Als we dichter bij die olifantenboomstammen zouden inzoomen, zouden ze lijken op het beroemde 'Pillars of Creation'-beeld dat in 1995 werd vastgelegd door de Hubble-ruimtetelescoop in de Adelaarsnevel (M16). NASA deed ook een vervolgobservatie met behulp van infraroodgolflengten in 2005 en 2011, waardoor de jonge sterren een beetje gemakkelijker te zien waren te midden van gas en stof.

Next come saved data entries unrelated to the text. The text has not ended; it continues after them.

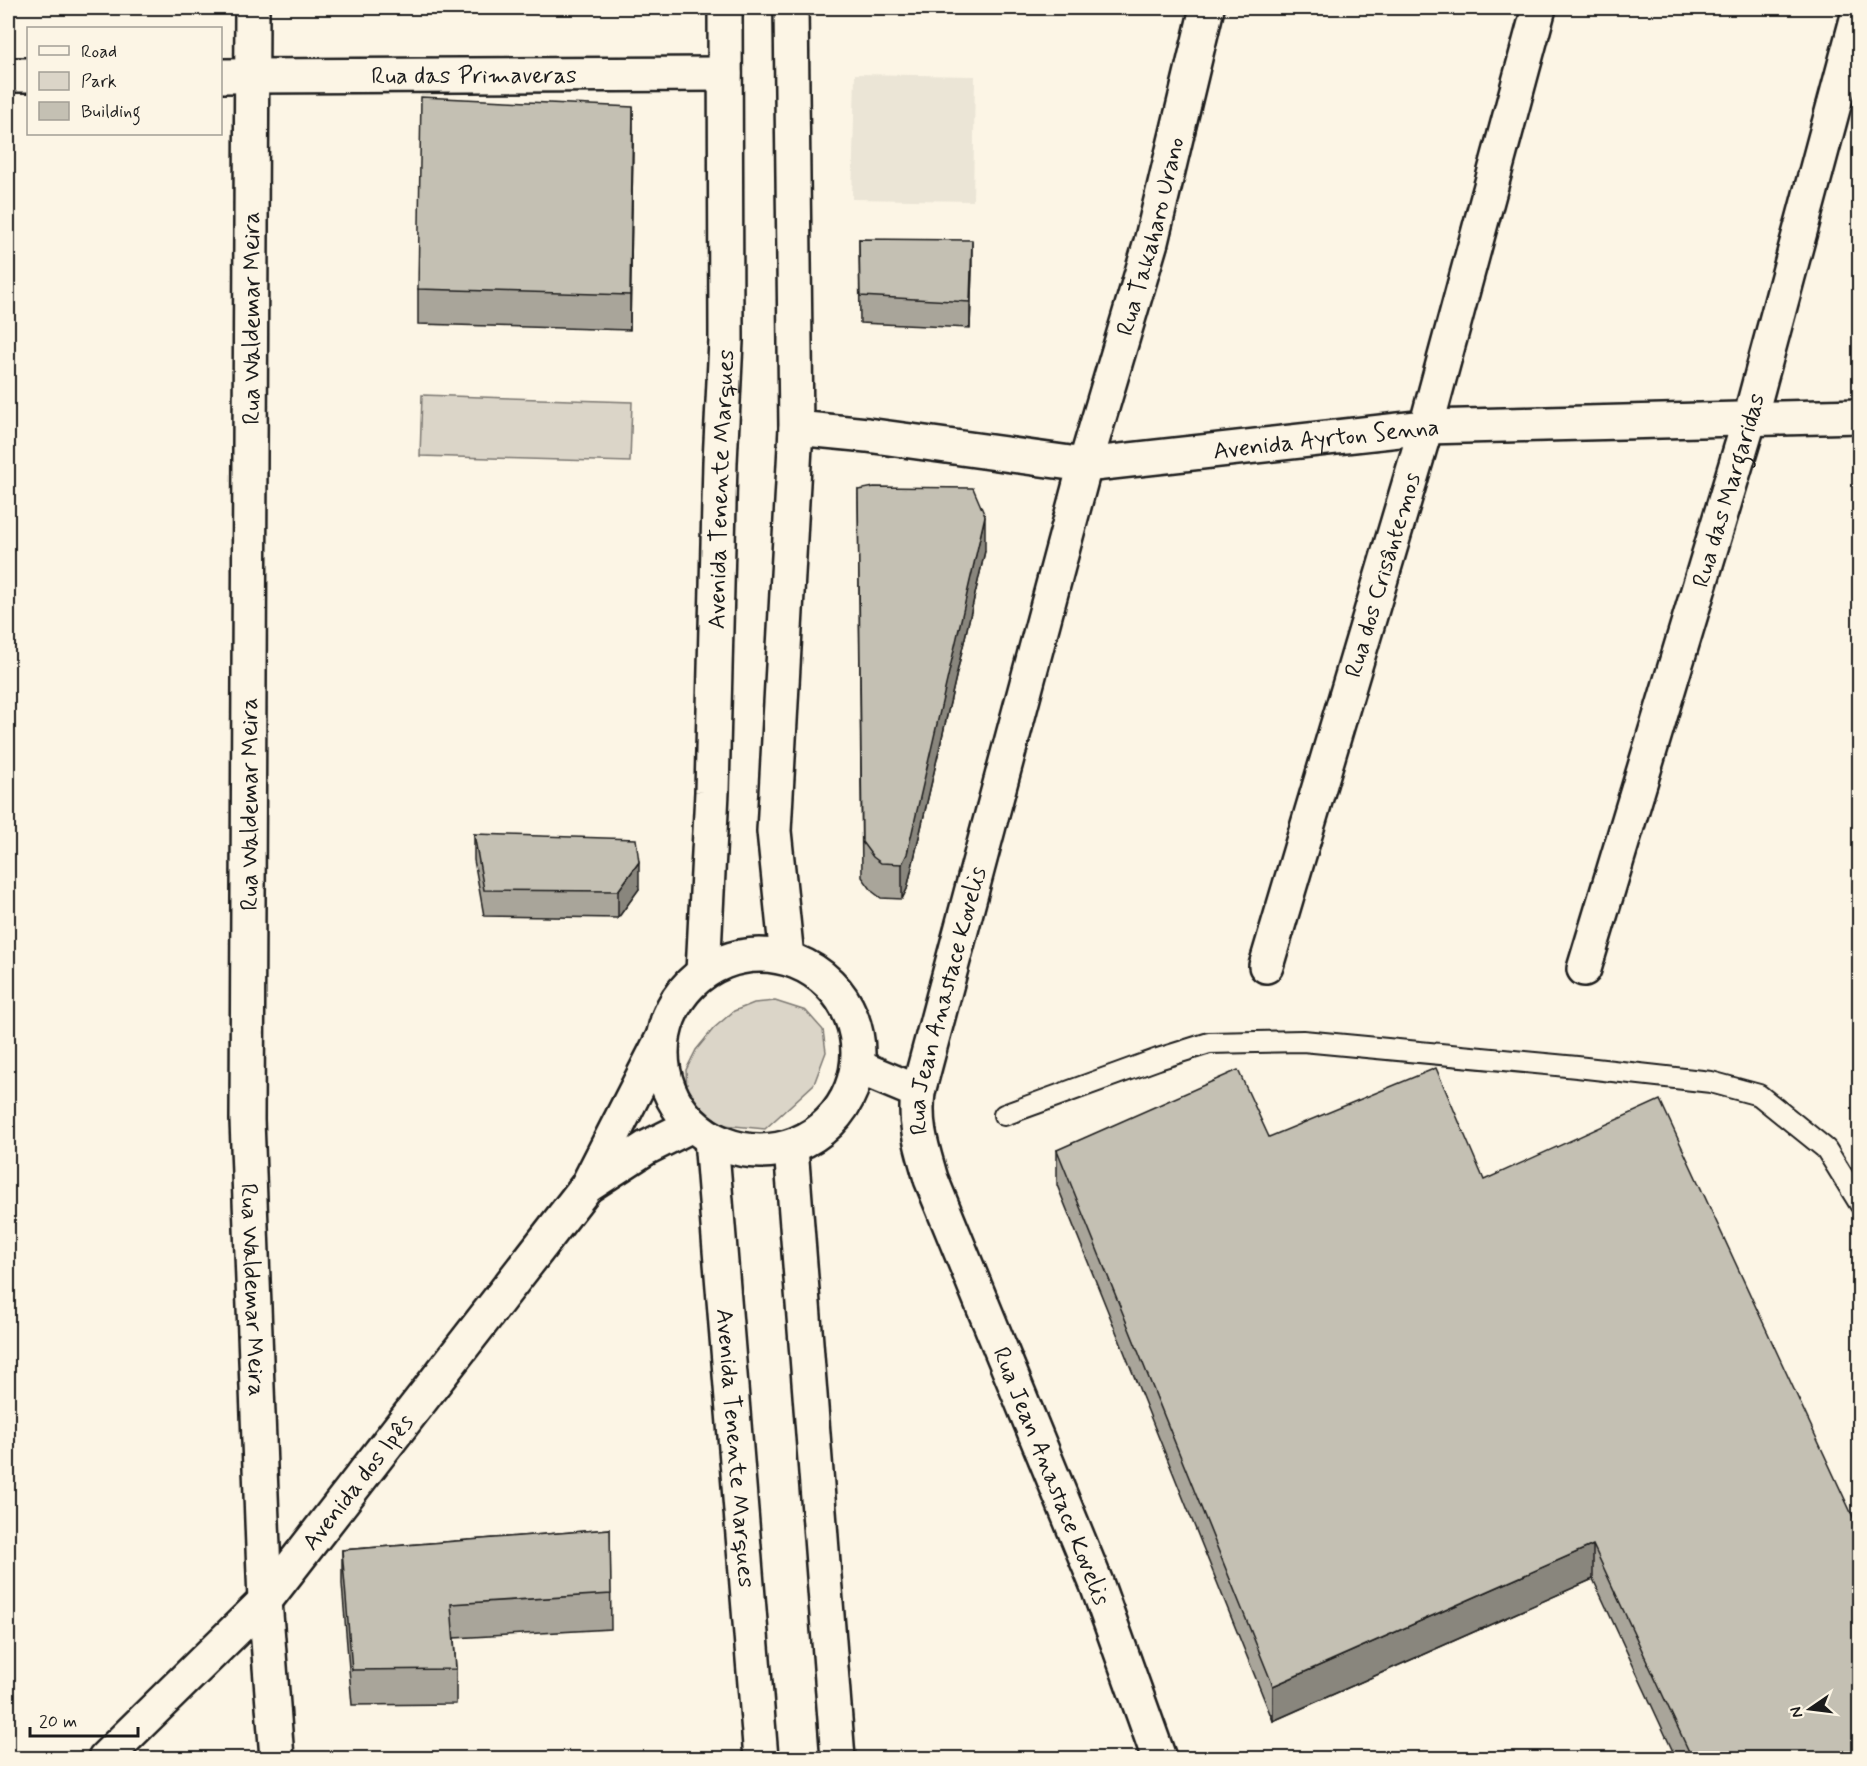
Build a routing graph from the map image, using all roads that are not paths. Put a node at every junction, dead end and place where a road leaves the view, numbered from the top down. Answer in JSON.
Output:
{"nodes":[{"id":1,"x":252,"y":8,"type":"edge"},
{"id":2,"x":725,"y":8,"type":"edge"},
{"id":3,"x":791,"y":8,"type":"edge"},
{"id":4,"x":1207,"y":8,"type":"edge"},
{"id":5,"x":1539,"y":8,"type":"edge"},
{"id":6,"x":1860,"y":8,"type":"edge"},
{"id":7,"x":725,"y":74,"type":"junction"},
{"id":8,"x":8,"y":75,"type":"edge"},
{"id":9,"x":27,"y":75,"type":"edge"},
{"id":10,"x":222,"y":76,"type":"edge"},
{"id":11,"x":252,"y":76,"type":"junction"},
{"id":12,"x":1860,"y":416,"type":"edge"},
{"id":13,"x":1750,"y":418,"type":"junction"},
{"id":14,"x":1426,"y":427,"type":"junction"},
{"id":15,"x":796,"y":428,"type":"junction"},
{"id":16,"x":1085,"y":465,"type":"junction"},
{"id":17,"x":787,"y":958,"type":"junction"},
{"id":18,"x":1266,"y":966,"type":"dead end"},
{"id":19,"x":1584,"y":969,"type":"dead end"},
{"id":20,"x":703,"y":972,"type":"junction"},
{"id":21,"x":662,"y":1039,"type":"junction"},
{"id":22,"x":858,"y":1067,"type":"junction"},
{"id":23,"x":918,"y":1092,"type":"junction"},
{"id":24,"x":1004,"y":1115,"type":"dead end"},
{"id":25,"x":701,"y":1132,"type":"junction"},
{"id":26,"x":791,"y":1148,"type":"junction"},
{"id":27,"x":587,"y":1186,"type":"junction"},
{"id":28,"x":1860,"y":1204,"type":"edge"},
{"id":29,"x":265,"y":1601,"type":"junction"},
{"id":30,"x":105,"y":1758,"type":"edge"},
{"id":31,"x":277,"y":1758,"type":"edge"},
{"id":32,"x":761,"y":1758,"type":"edge"},
{"id":33,"x":838,"y":1758,"type":"edge"},
{"id":34,"x":1159,"y":1758,"type":"edge"}],
"edges":[{"from":1,"to":11,"type":"street","name":"Rua Waldemar Meira"},
{"from":2,"to":7,"type":"street","name":"Avenida Tenente Marques"},
{"from":3,"to":15,"type":"street"},
{"from":4,"to":16,"type":"street","name":"Rua Takaharo Urano"},
{"from":5,"to":14,"type":"street","name":"Rua dos Crisântemos"},
{"from":6,"to":13,"type":"street","name":"Rua das Margaridas"},
{"from":7,"to":11,"type":"street","name":"Rua das Primaveras"},
{"from":7,"to":20,"type":"street","name":"Avenida Tenente Marques"},
{"from":8,"to":9,"type":"street"},
{"from":10,"to":11,"type":"street","name":"Rua das Primaveras"},
{"from":11,"to":29,"type":"street","name":"Rua Waldemar Meira"},
{"from":12,"to":13,"type":"street","name":"Avenida Ayrton Senna"},
{"from":13,"to":14,"type":"street","name":"Avenida Ayrton Senna"},
{"from":13,"to":19,"type":"street","name":"Rua das Margaridas"},
{"from":14,"to":16,"type":"street","name":"Avenida Ayrton Senna"},
{"from":14,"to":18,"type":"street","name":"Rua dos Crisântemos"},
{"from":15,"to":16,"type":"street","name":"Avenida Ayrton Senna"},
{"from":15,"to":17,"type":"street"},
{"from":16,"to":23,"type":"street","name":"Rua Jean Anastace Kovelis"},
{"from":17,"to":20,"type":"street"},
{"from":17,"to":22,"type":"street"},
{"from":20,"to":21,"type":"street"},
{"from":21,"to":25,"type":"street"},
{"from":21,"to":27,"type":"street","name":"Avenida dos Ipês"},
{"from":22,"to":23,"type":"street"},
{"from":22,"to":26,"type":"street"},
{"from":23,"to":34,"type":"street","name":"Rua Jean Anastace Kovelis"},
{"from":24,"to":28,"type":"lane"},
{"from":25,"to":26,"type":"street"},
{"from":25,"to":27,"type":"street","name":"Avenida dos Ipês"},
{"from":25,"to":32,"type":"street","name":"Avenida Tenente Marques"},
{"from":26,"to":33,"type":"street"},
{"from":27,"to":29,"type":"street","name":"Avenida dos Ipês"},
{"from":29,"to":30,"type":"street","name":"Avenida dos Ipês"},
{"from":29,"to":31,"type":"street","name":"Rua Waldemar Meira"}]}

Wat betreft de foto van NGC 3572, het beeld met hoge resolutie van de Wide Field Imager op de MPG / ESO 2,2-meter telescoop onthult ook nieuwe mysteries die verder onderzoek vereisen, zei ESO.
"Een vreemd kenmerk dat in deze afbeelding is vastgelegd, is de kleine ringvormige nevel die zich iets boven het midden van de afbeelding bevindt," schreef ESO. “Astronomen zijn nog steeds een beetje onzeker over de oorsprong van dit merkwaardige kenmerk. Het is waarschijnlijk een dichte overblijfsel van de moleculaire wolk die de cluster heeft gevormd, misschien een bubbel die is gemaakt rond een zeer heldere hete ster. Maar sommige auteurs zijn van mening dat het een soort vreemd gevormde planetaire nevel kan zijn - de overblijfselen van een stervende ster. '
Astronomen waren ook verrast door het zien van sterren ouder dan 10 miljoen jaar oud in dit beeld die nog steeds massa ophaalden, wat impliceert dat planetaire vorming langer kan duren dan eerder werd aangenomen.
Het onderzoek werd geleid door ESO-astronoom Giacomo Beccari.